Information exchange or promotion - The commission's proposal on information to patients on prescription-only medicinal products

Ian Dodds-Smith

Silvia Valverde - Arnold & Porter (UK) LLP

Society's interest in health issues has greatly increased in recent years with patients becoming ever more health conscious. Patients want to be informed of both established treatments and treatments under research. Many have access to detailed information from a variety of sources through the internet.

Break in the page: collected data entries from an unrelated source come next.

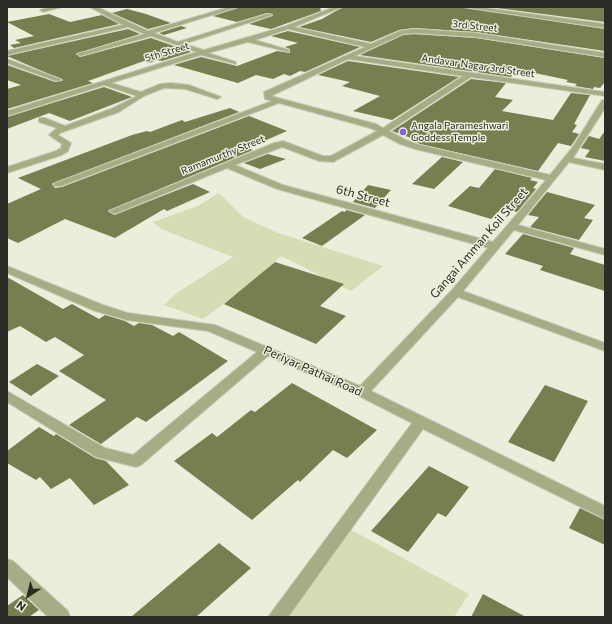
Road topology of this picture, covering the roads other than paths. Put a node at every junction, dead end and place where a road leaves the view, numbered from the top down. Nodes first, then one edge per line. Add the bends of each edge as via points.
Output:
1 (59, 7) edge
2 (94, 7) edge
3 (235, 7) edge
4 (319, 7) edge
5 (466, 7) edge
6 (336, 8) edge
7 (43, 10) dead end
8 (269, 15) dead end
9 (129, 25) junction
10 (605, 26) edge
11 (288, 27) junction
12 (150, 34) junction
13 (248, 40) junction
14 (180, 43) junction
15 (371, 46) junction
16 (287, 51) dead end
17 (7, 52) edge
18 (201, 53) junction
19 (80, 54) dead end
20 (605, 55) edge
21 (348, 57) junction
22 (7, 61) edge
23 (234, 63) dead end
24 (469, 75) junction
25 (58, 80) dead end
26 (105, 82) junction
27 (141, 94) junction
28 (605, 94) edge
29 (217, 97) dead end
30 (279, 101) junction
31 (603, 107) edge
32 (8, 113) edge
33 (42, 120) dead end
34 (64, 128) junction
35 (384, 131) junction
36 (567, 159) junction
37 (227, 165) junction
38 (605, 167) edge
39 (7, 170) edge
40 (551, 178) junction
41 (58, 184) dead end
42 (114, 211) dead end
43 (511, 226) junction
44 (494, 246) junction
45 (605, 252) edge
46 (7, 269) edge
47 (456, 292) junction
48 (605, 347) edge
49 (266, 351) junction
50 (362, 392) junction
51 (7, 396) edge
52 (420, 422) junction
53 (605, 513) edge
54 (7, 566) edge
55 (61, 617) edge
56 (277, 617) edge

1 - 7 street
2 - 9 street
3 - 12 street
4 - 6 street
5 - 10 street
6 - 11 street, 5th Street
8 - 14 street
9 - 12 street
9 - 17 street
11 - 13 street, 5th Street
11 - 15 street
12 - 14 street
12 - 19 street
13 - 16 street
13 - 18 street, 5th Street
14 - 18 street
15 - 20 street, 3rd Street via 402,32 414,31 476,35
15 - 21 street, 3rd Street
18 - 23 street
18 - 26 street, 5th Street
21 - 24 street, Andavar Nagar 3rd Street
21 - 30 street, 3rd Street via 268,94
22 - 25 street
24 - 28 street, Andavar Nagar 3rd Street
24 - 35 street, Ramamurthy Street
26 - 27 street
26 - 32 street, 5th Street
27 - 29 street via 172,85 186,86
27 - 34 street via 133,102 116,110
30 - 35 street
30 - 41 street
31 - 36 street, Gangai Amman Koil Street
33 - 34 street
34 - 39 street via 53,135 67,143 65,149
35 - 37 street, Ramamurthy Street via 333,159 322,159 283,144
35 - 40 street via 418,147
36 - 38 street
36 - 40 street, Gangai Amman Koil Street
37 - 42 street, Ramamurthy Street
37 - 44 street, 6th Street via 280,187
40 - 43 street, Gangai Amman Koil Street
43 - 44 street, Gangai Amman Koil Street
43 - 45 street
44 - 47 street, Gangai Amman Koil Street
46 - 49 street, Periyar Pathai Road via 99,308 127,316 211,328
47 - 48 street
47 - 50 street, Gangai Amman Koil Street
49 - 50 street, Periyar Pathai Road
49 - 51 street via 136,460 101,453
50 - 52 street, Periyar Pathai Road
52 - 53 street, Periyar Pathai Road
52 - 56 street
54 - 55 street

In most sectors, those who manufacture products would expect to be a major source of information for those who consume their products. Provision, however, of information to patients on prescription medicines by the pharmaceutical industry raises various regulatory issues.
This article describes the regulatory framework covering information to patients on prescription-only products, and focuses upon the recent Commission proposal to bring about harmonised changes on this subject. The proposal seemingly seeks to balance two important, but conflicting, principles. On the one hand, there is the need to ensure that patients are not exposed to undue influence, or incorrect or misleading information, and that the importance of their doctors as a source of objective advice is not undermined; on the other, there is the desire to respect patients' rights to receive useful information about treatment options that affect their health, and the recognition that the pharmaceutical industry is not only well placed to provide useful, up-to-date and balanced information on their own products, but also have a legitimate interest in providing it.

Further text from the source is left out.